EXERCISE AIM: Task for the records below: please retype exactly and only the lines from the first through the one with "position:relative; width:819px; height:2467px;", with every picture omitted.

(Beginning of DATA PROVIDED)

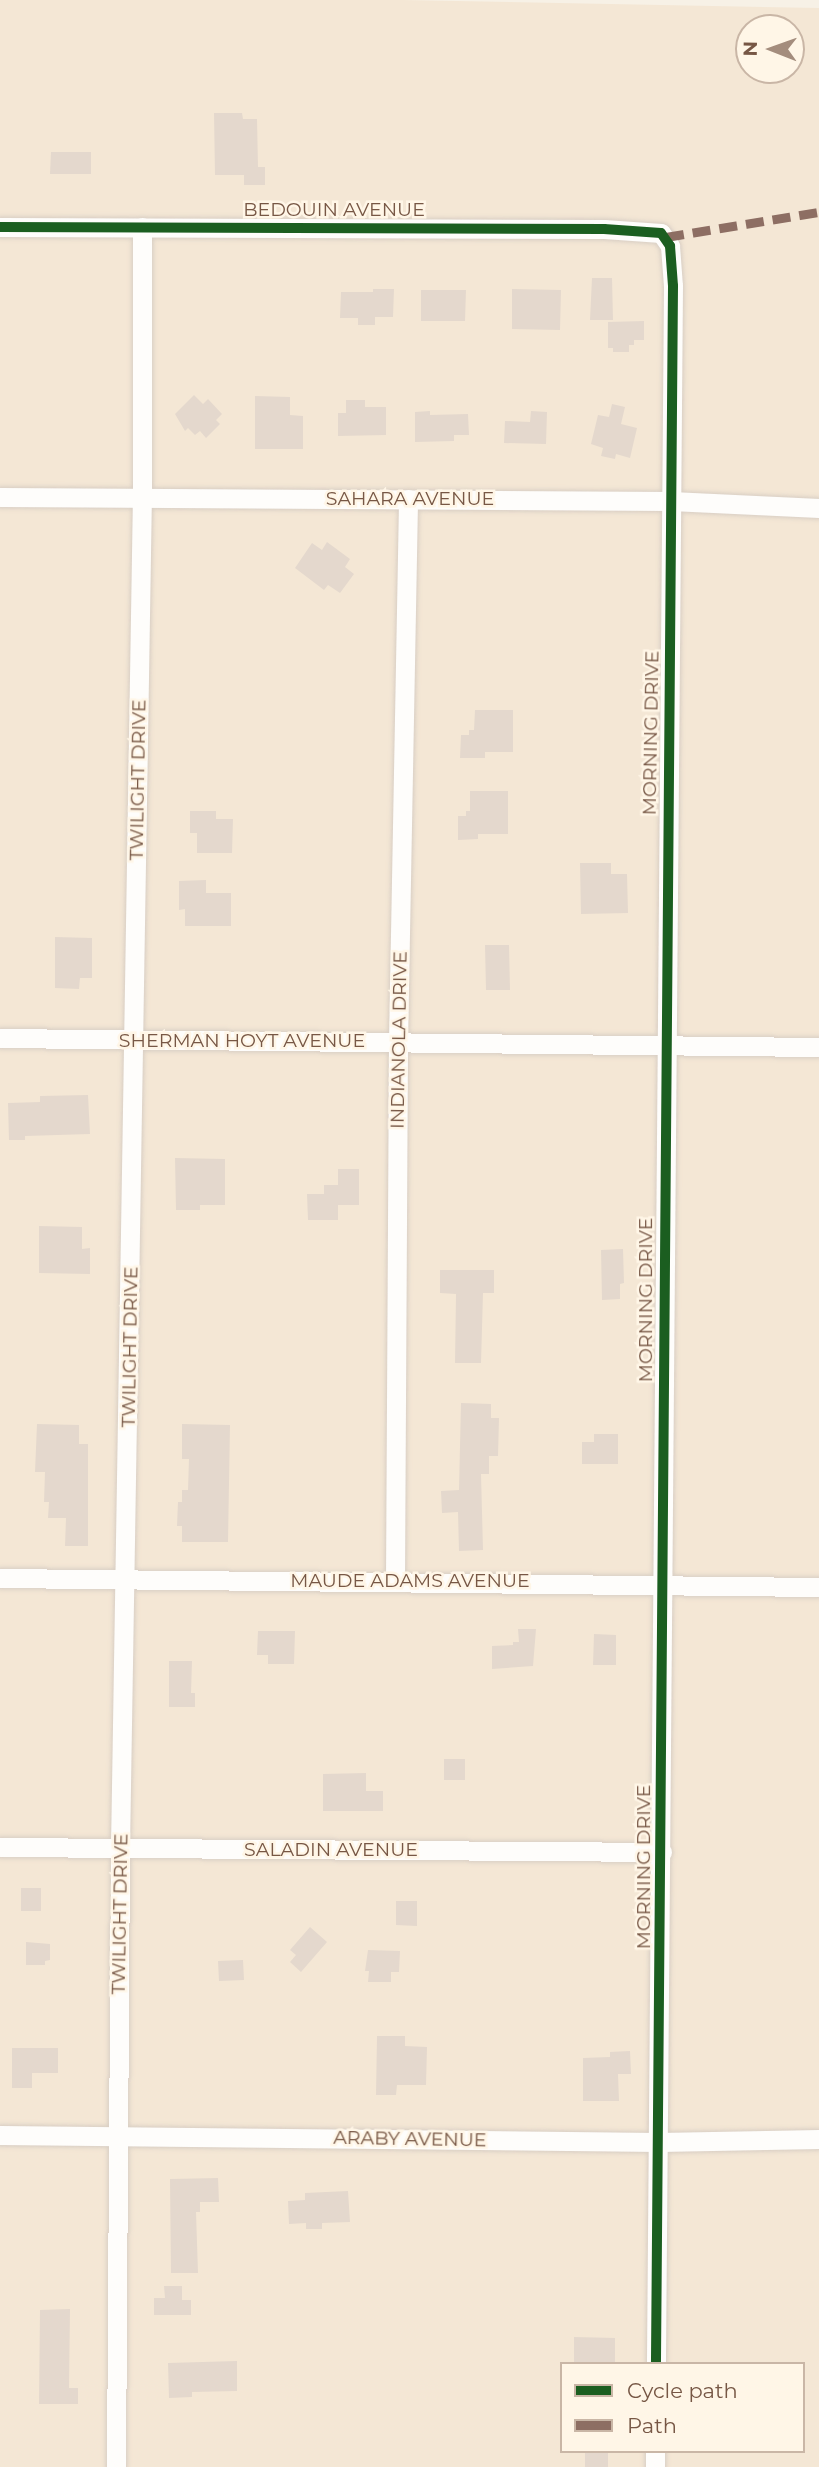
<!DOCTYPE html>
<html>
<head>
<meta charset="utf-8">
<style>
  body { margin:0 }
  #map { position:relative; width:819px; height:2467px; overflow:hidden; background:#f7f1e6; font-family:Montserrat,sans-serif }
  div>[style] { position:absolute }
  .residential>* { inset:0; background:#f4e7d5 }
  .building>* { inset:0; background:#e4d8cd }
  .roads { filter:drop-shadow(0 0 2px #d8cec4) drop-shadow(0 0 2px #d8cec4) }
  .street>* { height:19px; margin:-9.5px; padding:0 9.5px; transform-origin:9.5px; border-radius:9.5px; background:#fefdfb }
  .quiet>* { height:9px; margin-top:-4.5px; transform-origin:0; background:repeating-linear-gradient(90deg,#8d6e63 0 18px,transparent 0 27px) }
  .cycleway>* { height:10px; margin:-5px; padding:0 5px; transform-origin:5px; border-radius:5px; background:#1b5e20 }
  span { translate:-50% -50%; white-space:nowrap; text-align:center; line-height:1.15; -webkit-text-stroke:5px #fff6e7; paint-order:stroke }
  .street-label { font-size:19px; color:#775745 }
  .legend { position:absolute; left:560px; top:2362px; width:245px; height:91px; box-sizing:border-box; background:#fff6e7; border:2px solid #c9b6a6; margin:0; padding:9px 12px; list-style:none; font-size:21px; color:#775745 }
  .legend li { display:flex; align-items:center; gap:14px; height:35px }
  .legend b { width:35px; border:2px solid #c9b6a6 }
  .north { position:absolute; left:735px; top:14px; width:70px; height:70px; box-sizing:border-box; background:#fff6e7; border:2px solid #c9b6a6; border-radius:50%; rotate:271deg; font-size:19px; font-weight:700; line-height:28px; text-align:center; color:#775745 }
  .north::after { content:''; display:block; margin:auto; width:24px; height:32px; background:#a48d7d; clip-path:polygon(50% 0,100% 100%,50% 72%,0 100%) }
</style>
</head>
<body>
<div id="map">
  <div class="residential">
    <div style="clip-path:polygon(evenodd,0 0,403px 0,819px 8px,819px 2467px,0 2467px,0 0,749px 28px,791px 28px,791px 70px,749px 70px,749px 28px,0 0,562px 2364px,803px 2364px,803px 2451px,562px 2451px,562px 2364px)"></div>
  </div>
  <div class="building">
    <div style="clip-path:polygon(214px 113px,242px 113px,243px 119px,257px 119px,258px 167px,265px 167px,265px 185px,244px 185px,244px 175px,215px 175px)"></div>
    <div style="clip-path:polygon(51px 152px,91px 152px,91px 174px,50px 174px)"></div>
    <div style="clip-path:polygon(592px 278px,612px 278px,613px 320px,590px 320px)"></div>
    <div style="clip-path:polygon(373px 289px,394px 289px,393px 317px,375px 317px,375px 325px,358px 325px,358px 318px,340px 318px,341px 292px,373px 292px)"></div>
    <div style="clip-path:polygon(512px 289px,561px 290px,560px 330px,512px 329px)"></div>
    <div style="clip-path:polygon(421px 290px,466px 290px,465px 321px,421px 321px)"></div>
    <div style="clip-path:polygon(644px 321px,644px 340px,634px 340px,634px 345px,629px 345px,629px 352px,613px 352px,613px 348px,608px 348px,608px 322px)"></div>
    <div style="clip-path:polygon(194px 395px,203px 404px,208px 399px,222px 414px,216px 420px,220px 424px,206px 438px,200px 431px,195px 435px,188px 428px,185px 431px,175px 414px)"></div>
    <div style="clip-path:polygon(255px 396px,290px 397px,290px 415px,303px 416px,303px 449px,255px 449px)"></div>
    <div style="clip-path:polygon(346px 400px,365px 400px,365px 407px,386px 407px,386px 435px,338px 436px,338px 413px,346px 413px)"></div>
    <div style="clip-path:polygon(612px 404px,625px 407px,621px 424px,637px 428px,630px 458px,616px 454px,615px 459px,601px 456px,603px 448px,591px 444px,598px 415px,609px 417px)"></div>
    <div style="clip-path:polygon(430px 411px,430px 415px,468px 414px,469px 435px,454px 435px,454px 441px,415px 442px,415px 412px)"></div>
    <div style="clip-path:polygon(531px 411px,547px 412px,546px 444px,504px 443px,505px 421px,530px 422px)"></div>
    <div style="clip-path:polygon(327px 542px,350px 559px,345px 567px,354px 574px,340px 593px,328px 585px,324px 590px,295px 568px,312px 543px,322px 550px)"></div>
    <div style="clip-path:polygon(475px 710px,513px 710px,513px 752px,485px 752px,485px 758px,460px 758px,461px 735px,469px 735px,469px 730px,474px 730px)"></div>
    <div style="clip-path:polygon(470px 791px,508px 791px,508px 834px,478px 834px,478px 839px,458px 840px,458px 816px,466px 816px,466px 811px,470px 811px)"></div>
    <div style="clip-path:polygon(190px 811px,216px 811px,216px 819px,233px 819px,232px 853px,197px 853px,197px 833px,190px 833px)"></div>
    <div style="clip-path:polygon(580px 863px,611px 863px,611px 874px,627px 874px,628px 913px,581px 914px)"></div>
    <div style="clip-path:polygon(206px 880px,206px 893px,231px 893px,231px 926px,185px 926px,185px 909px,179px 910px,179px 881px)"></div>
    <div style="clip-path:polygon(55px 937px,92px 938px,92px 978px,80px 978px,79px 989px,55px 988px)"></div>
    <div style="clip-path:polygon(485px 945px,509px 945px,510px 990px,486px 990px)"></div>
    <div style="clip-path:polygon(88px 1095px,90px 1134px,25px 1136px,25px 1140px,9px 1140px,8px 1103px,40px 1102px,40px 1096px)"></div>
    <div style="clip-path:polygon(175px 1158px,225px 1159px,225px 1205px,200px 1205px,200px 1210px,176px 1210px)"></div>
    <div style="clip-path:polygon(338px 1169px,359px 1169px,359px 1205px,338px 1205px,338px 1220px,308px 1220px,307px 1194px,324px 1194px,324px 1185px,338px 1185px)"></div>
    <div style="clip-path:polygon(39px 1226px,82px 1227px,82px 1249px,90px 1248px,90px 1274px,39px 1273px)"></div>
    <div style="clip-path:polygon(623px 1249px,624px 1283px,620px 1284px,620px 1299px,602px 1300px,601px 1250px)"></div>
    <div style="clip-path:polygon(440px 1270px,494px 1270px,494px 1293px,483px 1293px,481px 1363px,455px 1363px,456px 1294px,440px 1293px)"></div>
    <div style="clip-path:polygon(461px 1403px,491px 1404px,491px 1418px,499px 1418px,498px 1456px,489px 1456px,489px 1474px,481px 1474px,483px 1550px,459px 1551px,458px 1512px,442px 1513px,441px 1491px,459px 1490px)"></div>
    <div style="clip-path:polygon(37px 1424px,79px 1425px,79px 1444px,88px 1444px,88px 1546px,65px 1546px,66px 1518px,48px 1518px,49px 1502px,44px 1502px,45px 1472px,35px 1472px)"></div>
    <div style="clip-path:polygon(182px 1424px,230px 1425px,228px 1542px,182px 1542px,182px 1526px,177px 1526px,178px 1502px,182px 1502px,182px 1490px,188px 1490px,189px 1459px,182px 1459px)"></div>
    <div style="clip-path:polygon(594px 1434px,618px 1434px,618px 1464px,582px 1464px,582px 1442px,594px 1442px)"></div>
    <div style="clip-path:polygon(518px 1629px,536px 1629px,533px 1666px,492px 1669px,492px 1646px,513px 1645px,513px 1642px,519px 1642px)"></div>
    <div style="clip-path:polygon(258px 1631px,295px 1631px,294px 1664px,268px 1664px,268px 1655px,257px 1655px)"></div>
    <div style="clip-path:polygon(594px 1634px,616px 1635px,616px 1665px,593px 1665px)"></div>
    <div style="clip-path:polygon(169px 1661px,192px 1661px,191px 1693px,195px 1693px,195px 1707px,169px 1707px)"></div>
    <div style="clip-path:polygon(444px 1759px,465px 1759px,465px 1780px,444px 1780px)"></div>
    <div style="clip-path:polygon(366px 1773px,366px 1791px,383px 1791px,383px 1811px,323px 1811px,323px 1774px)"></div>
    <div style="clip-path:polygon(21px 1888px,41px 1888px,41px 1911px,21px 1911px)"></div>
    <div style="clip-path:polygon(396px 1901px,417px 1901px,417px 1926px,396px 1925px)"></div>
    <div style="clip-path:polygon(310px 1927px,327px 1942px,301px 1972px,290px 1962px,296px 1955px,290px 1950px)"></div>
    <div style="clip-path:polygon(26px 1942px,50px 1944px,50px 1960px,45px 1961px,45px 1965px,26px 1965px)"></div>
    <div style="clip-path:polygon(368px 1950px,400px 1951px,399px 1972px,391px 1972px,391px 1982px,368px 1982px,369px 1971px,365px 1971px)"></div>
    <div style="clip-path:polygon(243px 1960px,244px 1980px,219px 1981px,218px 1961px)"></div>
    <div style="clip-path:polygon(377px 2036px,405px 2036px,405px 2046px,427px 2047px,426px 2085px,397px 2085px,396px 2095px,376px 2095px)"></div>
    <div style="clip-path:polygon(12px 2048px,58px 2048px,58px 2073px,32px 2073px,32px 2088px,12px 2088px)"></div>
    <div style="clip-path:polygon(630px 2051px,631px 2074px,618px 2074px,619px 2101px,583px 2101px,583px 2058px,610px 2057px,610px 2052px)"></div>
    <div style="clip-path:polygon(218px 2178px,219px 2202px,200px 2202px,200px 2212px,196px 2212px,198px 2273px,171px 2273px,170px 2179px)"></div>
    <div style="clip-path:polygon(348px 2191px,350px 2222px,322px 2223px,322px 2229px,306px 2229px,306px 2223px,289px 2224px,288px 2201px,305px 2200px,305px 2193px)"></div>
    <div style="clip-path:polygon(164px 2286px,182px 2286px,182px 2300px,191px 2300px,191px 2315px,154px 2315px,154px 2298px,165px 2298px)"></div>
    <div style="clip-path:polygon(70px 2309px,69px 2388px,78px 2388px,78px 2404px,39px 2404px,40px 2310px)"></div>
    <div style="clip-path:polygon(574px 2337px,615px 2338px,615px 2364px,574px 2364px)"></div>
    <div style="clip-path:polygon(237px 2361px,237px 2391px,192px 2392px,192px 2397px,169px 2398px,168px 2363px)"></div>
    <div style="clip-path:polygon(585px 2451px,608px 2451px,608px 2467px,585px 2467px)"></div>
  </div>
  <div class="roads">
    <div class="street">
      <div style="left:0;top:227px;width:604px;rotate:0.19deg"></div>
      <div style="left:604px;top:229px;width:57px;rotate:4deg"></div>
      <div style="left:661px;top:233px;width:16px;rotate:55deg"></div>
      <div style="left:670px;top:246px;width:40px;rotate:85.7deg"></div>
      <div style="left:673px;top:286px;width:2078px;rotate:90.47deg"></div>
      <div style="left:0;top:497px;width:671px;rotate:0.34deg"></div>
      <div style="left:671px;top:501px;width:148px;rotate:2.7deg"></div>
      <div style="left:0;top:1038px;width:819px;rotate:0.63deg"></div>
      <div style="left:0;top:1578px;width:819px;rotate:0.63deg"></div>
      <div style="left:395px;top:1581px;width:539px;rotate:-89.68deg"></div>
      <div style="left:398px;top:1042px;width:543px;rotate:-88.94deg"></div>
      <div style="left:0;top:1847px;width:662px;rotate:0.43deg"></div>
      <div style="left:0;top:2135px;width:659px;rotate:0.61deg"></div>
      <div style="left:659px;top:2142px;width:160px;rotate:-1.1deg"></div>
      <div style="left:116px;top:2467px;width:619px;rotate:-89.63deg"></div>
      <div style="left:120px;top:1848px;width:1351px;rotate:-89.07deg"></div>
      <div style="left:142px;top:497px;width:270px;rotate:-90deg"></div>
      <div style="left:655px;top:2467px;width:16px;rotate:-90deg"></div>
    </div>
  </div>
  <div class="quiet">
    <div style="left:666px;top:237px;width:155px;rotate:-9.3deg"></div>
  </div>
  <div class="cycleway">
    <div style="left:0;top:227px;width:604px;rotate:0.19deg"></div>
    <div style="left:604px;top:229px;width:57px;rotate:4deg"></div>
    <div style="left:661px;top:233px;width:16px;rotate:55deg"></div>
    <div style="left:670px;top:246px;width:40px;rotate:85.7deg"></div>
    <div style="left:673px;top:286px;width:2078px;rotate:90.47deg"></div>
  </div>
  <div class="street-label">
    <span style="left:334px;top:210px">BEDOUIN AVENUE</span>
    <span style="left:410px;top:499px">SAHARA AVENUE</span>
    <span style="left:651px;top:733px;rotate:-89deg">MORNING DRIVE</span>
    <span style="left:138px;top:780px;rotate:-89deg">TWILIGHT DRIVE</span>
    <span style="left:399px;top:1040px;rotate:-89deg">INDIANOLA DRIVE</span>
    <span style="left:242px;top:1041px">SHERMAN HOYT AVENUE</span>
    <span style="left:646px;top:1300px;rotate:-90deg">MORNING DRIVE</span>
    <span style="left:130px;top:1347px;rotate:-89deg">TWILIGHT DRIVE</span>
    <span style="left:410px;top:1581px">MAUDE ADAMS AVENUE</span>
    <span style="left:331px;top:1850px">SALADIN AVENUE</span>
    <span style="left:644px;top:1867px;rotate:-90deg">MORNING DRIVE</span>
    <span style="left:120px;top:1914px;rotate:-89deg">TWILIGHT DRIVE</span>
    <span style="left:410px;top:2139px;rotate:1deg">ARABY AVENUE</span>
  </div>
  <ul class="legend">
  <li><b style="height:9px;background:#1b5e20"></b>Cycle path</li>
  <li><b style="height:9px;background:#8d6e63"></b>Path</li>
  </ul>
  <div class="north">N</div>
</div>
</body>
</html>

(End of DATA PROVIDED)

TASK ANSWER:
<!DOCTYPE html>
<html>
<head>
<meta charset="utf-8">
<style>
  body { margin:0 }
  #map { position:relative; width:819px; height:2467px; overflow:hidden; background:#f7f1e6; font-family:Montserrat,sans-serif }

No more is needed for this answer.